Bio / Tech
"A one-woman musical hurricane" (Otago Times, New Zealand)
Amy X Neuburg is best known for her wildly entertaining "avant-cabaret" performances for voice and live electronics, in which she uses an electronic drumset, a real-time looping machine, and an array of sounds and samples to construct complex, emotionally intense songs and stories. In live performance she uses the looper to build up thick vocal harmonies and rhythms one layer at a time, and controls all loops and samples by hitting drum pads, stomping on foot pedals, and grabbing faders; there are no canned or pre-recorded tracks. (See Technology below for more info.) Amy's songs are diversely influenced and sung in various styles -- from rock to bel canto to avant-garde -- over a nearly four-octave vocal range.

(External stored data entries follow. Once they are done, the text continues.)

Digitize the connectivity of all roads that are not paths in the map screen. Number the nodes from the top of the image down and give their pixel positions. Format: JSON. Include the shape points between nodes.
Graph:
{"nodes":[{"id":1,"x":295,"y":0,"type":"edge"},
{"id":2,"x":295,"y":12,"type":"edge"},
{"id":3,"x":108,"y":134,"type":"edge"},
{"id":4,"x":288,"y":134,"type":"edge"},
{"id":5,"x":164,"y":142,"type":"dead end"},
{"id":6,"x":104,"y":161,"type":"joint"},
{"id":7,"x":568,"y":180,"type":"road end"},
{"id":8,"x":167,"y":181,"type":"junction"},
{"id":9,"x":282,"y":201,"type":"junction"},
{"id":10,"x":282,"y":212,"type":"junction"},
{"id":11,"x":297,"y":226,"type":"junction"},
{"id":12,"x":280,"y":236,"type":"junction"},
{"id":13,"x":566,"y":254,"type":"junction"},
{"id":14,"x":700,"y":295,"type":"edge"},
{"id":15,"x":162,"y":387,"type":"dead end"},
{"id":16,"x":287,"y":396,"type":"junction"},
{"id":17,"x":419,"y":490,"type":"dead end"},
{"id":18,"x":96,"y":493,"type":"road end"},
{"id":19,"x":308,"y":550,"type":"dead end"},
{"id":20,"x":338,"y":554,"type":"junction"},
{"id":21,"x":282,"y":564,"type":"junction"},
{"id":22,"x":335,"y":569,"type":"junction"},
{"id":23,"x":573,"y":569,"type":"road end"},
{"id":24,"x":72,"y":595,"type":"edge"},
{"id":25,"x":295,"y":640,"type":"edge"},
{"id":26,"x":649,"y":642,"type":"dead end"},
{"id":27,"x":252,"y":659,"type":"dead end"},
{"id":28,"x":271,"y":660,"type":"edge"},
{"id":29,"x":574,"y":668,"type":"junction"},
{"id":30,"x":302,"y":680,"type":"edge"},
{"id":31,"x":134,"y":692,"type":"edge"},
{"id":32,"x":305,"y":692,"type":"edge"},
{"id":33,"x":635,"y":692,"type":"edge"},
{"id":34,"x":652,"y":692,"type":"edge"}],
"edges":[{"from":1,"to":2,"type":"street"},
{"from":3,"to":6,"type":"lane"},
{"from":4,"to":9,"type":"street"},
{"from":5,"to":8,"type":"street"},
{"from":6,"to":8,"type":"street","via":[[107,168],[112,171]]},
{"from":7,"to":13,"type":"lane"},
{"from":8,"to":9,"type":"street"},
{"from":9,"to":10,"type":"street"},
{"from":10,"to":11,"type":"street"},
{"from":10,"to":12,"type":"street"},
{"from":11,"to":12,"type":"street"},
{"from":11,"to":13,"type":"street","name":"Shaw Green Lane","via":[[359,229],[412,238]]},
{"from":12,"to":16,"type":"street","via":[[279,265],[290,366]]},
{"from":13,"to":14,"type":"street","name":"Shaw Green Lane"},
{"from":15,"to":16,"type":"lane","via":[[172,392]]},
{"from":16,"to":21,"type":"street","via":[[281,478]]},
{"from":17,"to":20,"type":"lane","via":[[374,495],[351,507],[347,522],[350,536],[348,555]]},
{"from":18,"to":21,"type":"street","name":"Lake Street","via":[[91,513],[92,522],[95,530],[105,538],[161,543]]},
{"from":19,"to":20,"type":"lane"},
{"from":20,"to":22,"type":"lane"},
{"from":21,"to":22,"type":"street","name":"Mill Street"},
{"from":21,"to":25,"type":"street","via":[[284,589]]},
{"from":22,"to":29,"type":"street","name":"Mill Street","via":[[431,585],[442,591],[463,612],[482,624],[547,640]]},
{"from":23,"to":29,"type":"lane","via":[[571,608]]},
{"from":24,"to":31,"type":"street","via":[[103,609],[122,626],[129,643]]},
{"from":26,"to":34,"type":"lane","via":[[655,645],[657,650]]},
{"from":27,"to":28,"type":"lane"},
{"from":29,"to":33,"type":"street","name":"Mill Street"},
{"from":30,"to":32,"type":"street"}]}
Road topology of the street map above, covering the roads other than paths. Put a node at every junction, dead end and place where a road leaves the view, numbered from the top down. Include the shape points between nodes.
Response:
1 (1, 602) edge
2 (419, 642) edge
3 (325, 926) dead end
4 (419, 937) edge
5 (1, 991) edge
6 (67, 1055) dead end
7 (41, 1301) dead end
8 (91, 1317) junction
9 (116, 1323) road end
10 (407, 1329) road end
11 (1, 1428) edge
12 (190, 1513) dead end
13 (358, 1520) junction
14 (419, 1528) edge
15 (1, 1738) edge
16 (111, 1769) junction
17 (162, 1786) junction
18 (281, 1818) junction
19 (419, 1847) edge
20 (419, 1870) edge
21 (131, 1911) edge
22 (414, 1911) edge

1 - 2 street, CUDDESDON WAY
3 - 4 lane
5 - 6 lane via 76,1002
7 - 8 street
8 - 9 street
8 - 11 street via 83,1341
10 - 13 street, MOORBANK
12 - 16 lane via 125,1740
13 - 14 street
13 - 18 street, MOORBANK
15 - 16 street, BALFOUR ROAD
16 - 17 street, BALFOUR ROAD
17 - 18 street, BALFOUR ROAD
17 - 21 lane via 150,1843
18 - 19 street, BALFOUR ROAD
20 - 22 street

A resident of Oakland, California, Amy has performed at clubs, theaters, festivals, schools and museums nationally and internationally, with frequent appearances in the Bay Area and New York. Highlights include the Other Minds Festival (Palace of Fine Arts, San Francisco), the Berlin International Poetry Festival, arts festivals and universities throughout New Zealand, New York venues (Bang on a Can Marathon at Symphony Space, Roulette, Joe's Pub, etc.), the Milwaukee Art Museum, the Chicago Arts Club, and college residencies and electronic music festivals throughout the U.S. She has also staged her own multimedia one-woman music-theater show Songs About Life & Death & Love & Insects at EXIT Theatre in SF.
Recently Amy has been expanding her looping experimentations to include chamber ensembles. She has received commissions from Present Music (Milwaukee) to compose for voice and ensemble with live looping of all the instruments, the San Francisco Jewish Music Festival for a song cycle for seven looped vocalists, the Christchurch Arts Centre (New Zealand) for a site-specific work for 15 "traveling" vocalists, and Santa Cruz New Music Works for chamber ensemble with looped voice and flute, among others. Her current project is an evening-length song cycle for voice, three cellos, live looping and electronic percussion (to premiere December 2006, San Francisco).
A classically trained singer, Amy has been featured in numerous contemporary works and recordings. She toured the U.S., Europe and Japan with Robert Ashley's opera ensemble, performing in three operas from his Now Eleanor series, and sang on the Nonesuch recording of Ashley's Improvement. She also sang and drummed with Culture Clash in their long-running musical comedy The Birds at the Berkeley and South Coast Reps, and she performed the leading role of Simone Weil in Anne Carson and Guillermo Galindo's opera Decreation: Fight Cherries at CCAC San Francisco. Other vocal performances include a recital of Marc Blitzstein songs (with tenor John Duykers) at Other Minds' Blitzstein centennial concert (Yerba Buena, SF), and a recent concert of songs and short operas by New York composer Jeffrey Lependorf.
For modern dance, Amy's composing and sound-designing credits include work with AXIS Dance Company, Sonya Delwaide, Joe Goode, Nina Haft, Thaïs Mazur, Claudine Naganuma, ODC, Randee Paufve, Terry Sendgraff and Ellen Webb. Often Amy performs on stage with the dancers, creating live electronic and vocal scores. In other media, Amy has composed for filmmakers Owen Land, Lynn Hershman, Andrew Silver and Searchlight Films, as well as for local theater productions and for interactive installations by Xerox/PARC researchers (most notably Nightfall at Yerba Buena Center). In 2000 and 2001 Amy was ongoing composer for Mondomedia's popular Piki & Poko in Starland web animations.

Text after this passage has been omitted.